Review Article

Angiotensin Receptor Blockers for Management of Hypertension

Authors: Daniel F. Catanzaro, PhD, MBA, William H. Frishman, MD

Abstract

The renin-angiotensin-aldosterone system (RAAS) plays a major role in blood pressure regulation and is thus an important therapeutic target in the management of hypertension. Angiotensin receptor blockers (ARBs), which interrupt RAAS overactivity by blocking a specific receptor that mediates the pathogenic activity of angiotensin II, represent a major addition to the clinician's armamentarium for the management of hypertension. A solid body of clinical evidence demonstrates that ARBs are effective in the management of hypertension as monotherapy or in combination with other agents. Although comparable to angiotensin-converting enzyme inhibitors and other major classes of antihypertensive agents in the treatment of hypertension, the favorable tolerability profile of ARBs make them an attractive alternative for many patients. Recent evidence suggests that treatment persistence with ARB therapy during a 12-month period is typically higher than with other antihypertensive classes, a finding perhaps driven by fewer treatment-limiting side effects. The combination of clinical efficacy and tolerability should render ARBs as a major treatment alternative for hypertension.


Key Points


* The renin-angiotensin-aldosterone system (RAAS) is a major modulator of blood pressure (BP) and an important therapeutic target in hypertension.

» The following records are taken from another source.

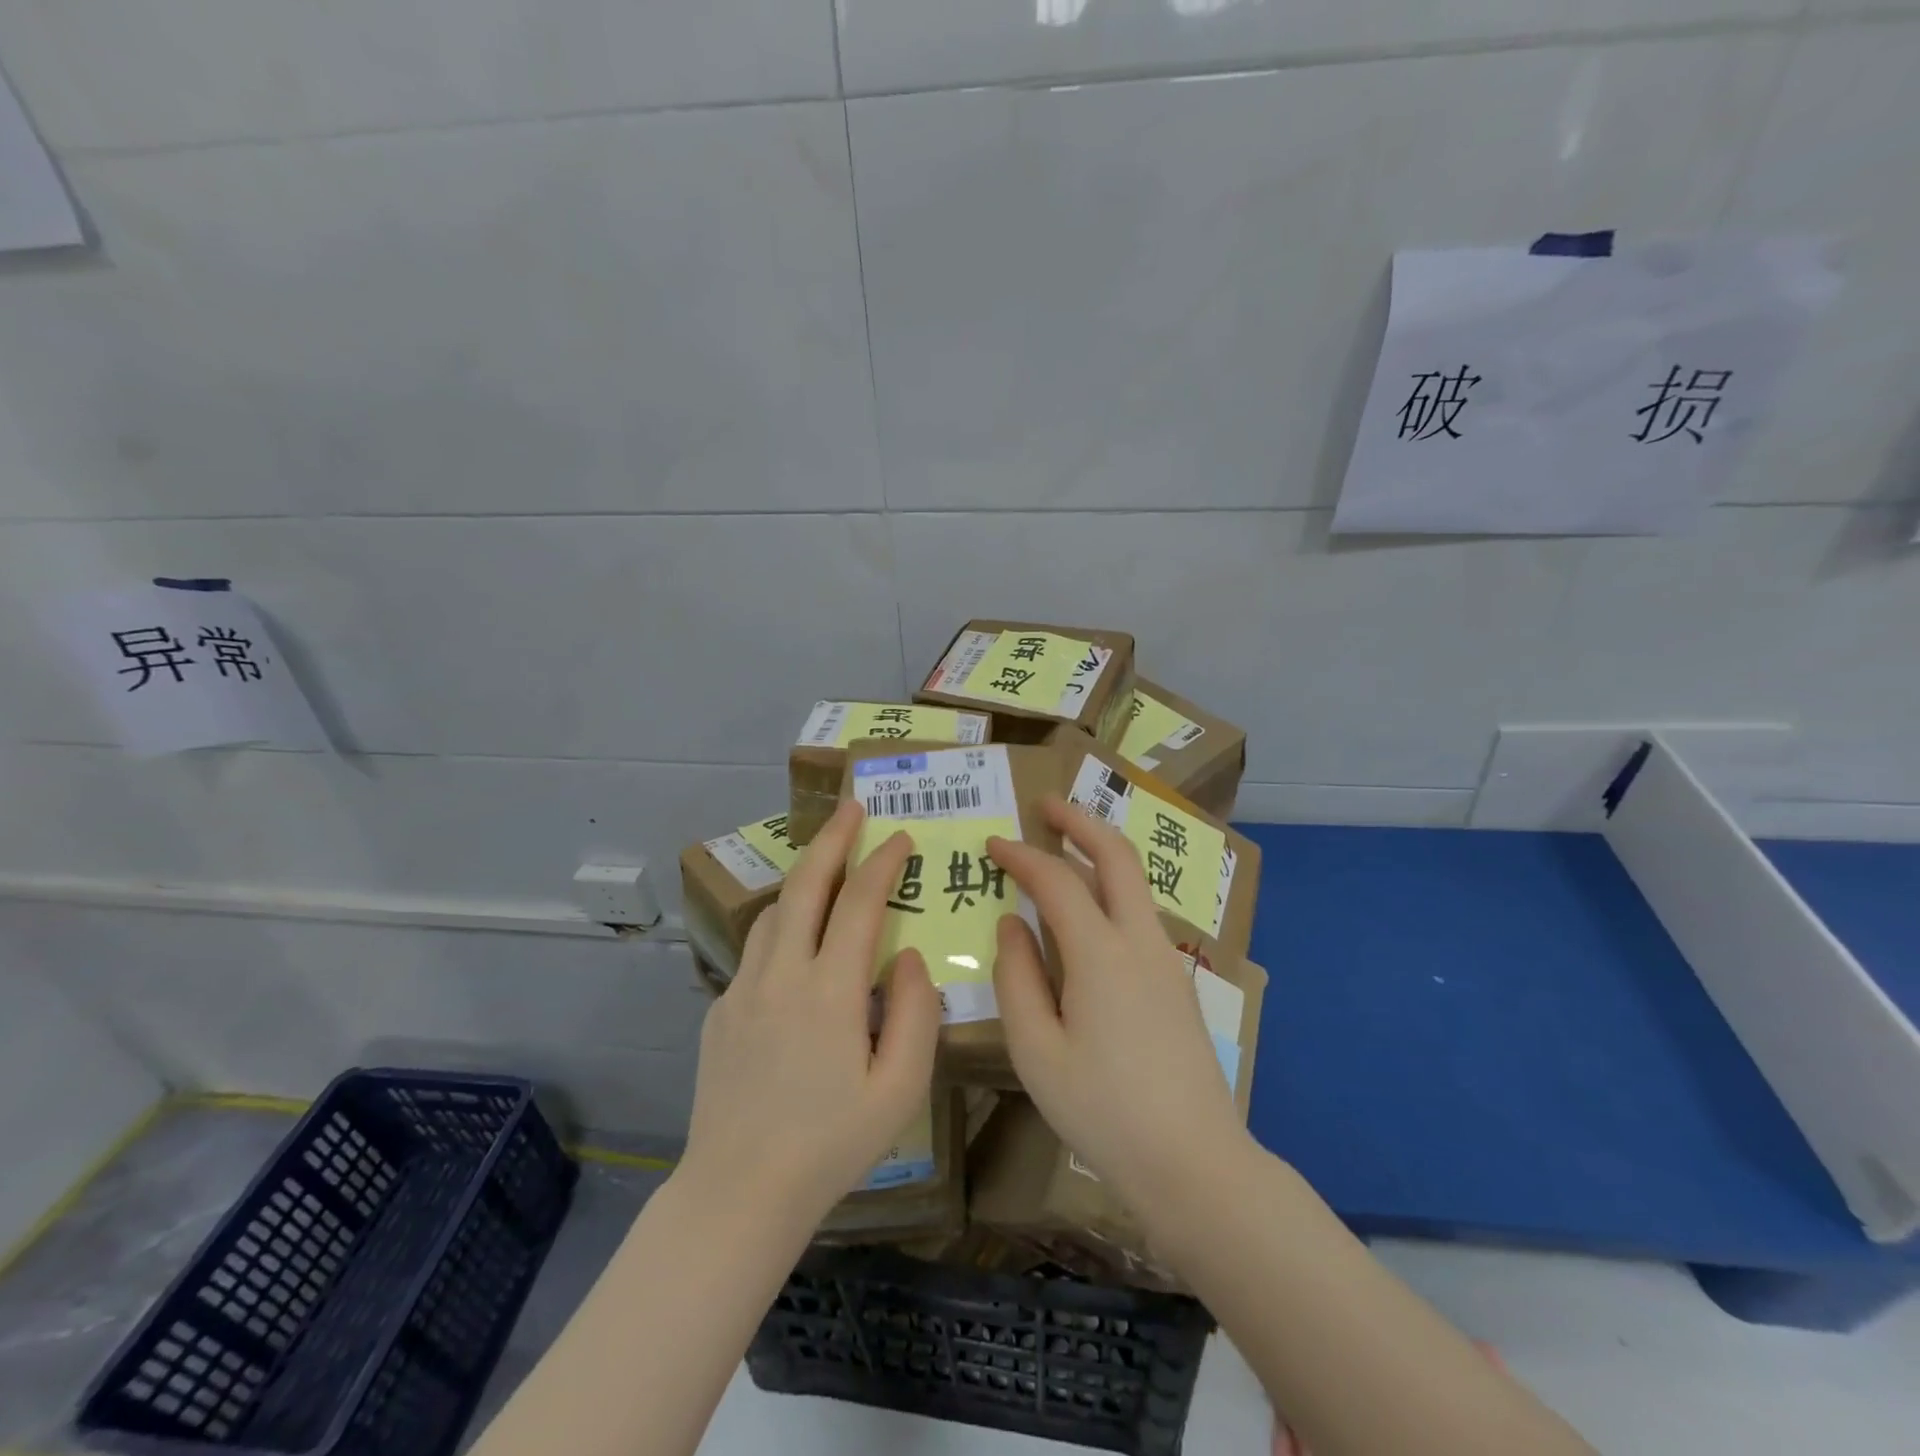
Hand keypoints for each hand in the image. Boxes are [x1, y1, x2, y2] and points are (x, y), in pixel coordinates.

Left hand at [678, 799, 940, 1227]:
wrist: (738, 1191)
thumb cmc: (831, 1145)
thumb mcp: (899, 1088)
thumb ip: (914, 1012)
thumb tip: (907, 956)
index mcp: (829, 990)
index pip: (860, 903)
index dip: (883, 862)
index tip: (900, 836)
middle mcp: (781, 974)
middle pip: (807, 885)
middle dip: (832, 839)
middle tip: (853, 807)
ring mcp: (742, 989)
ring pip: (775, 911)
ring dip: (804, 880)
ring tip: (828, 869)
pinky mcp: (720, 1009)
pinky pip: (757, 950)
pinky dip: (784, 927)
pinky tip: (798, 948)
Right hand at [988, 797, 1249, 1219]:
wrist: (1194, 1162)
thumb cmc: (1103, 1111)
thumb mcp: (1037, 1051)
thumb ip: (1018, 978)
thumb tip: (1012, 924)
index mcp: (1100, 954)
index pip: (1055, 881)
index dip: (1021, 856)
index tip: (992, 843)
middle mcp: (1139, 941)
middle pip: (1115, 856)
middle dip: (1079, 821)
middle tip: (1045, 805)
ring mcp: (1165, 958)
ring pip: (1134, 881)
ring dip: (1100, 850)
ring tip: (1064, 843)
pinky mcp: (1176, 980)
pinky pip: (1139, 912)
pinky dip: (1111, 887)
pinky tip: (1088, 909)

* Both angiotensin converting enzyme inhibitors (ACEIs) and angiotensin receptor blockers (ARBs) are effective antihypertensive agents in a variety of clinical settings.


* Although the combination of an ACEI or direct renin inhibitor and ARBs have theoretical benefits for treatment of hypertension over and above that of either agent alone, clinical trials to date have not clearly substantiated this approach.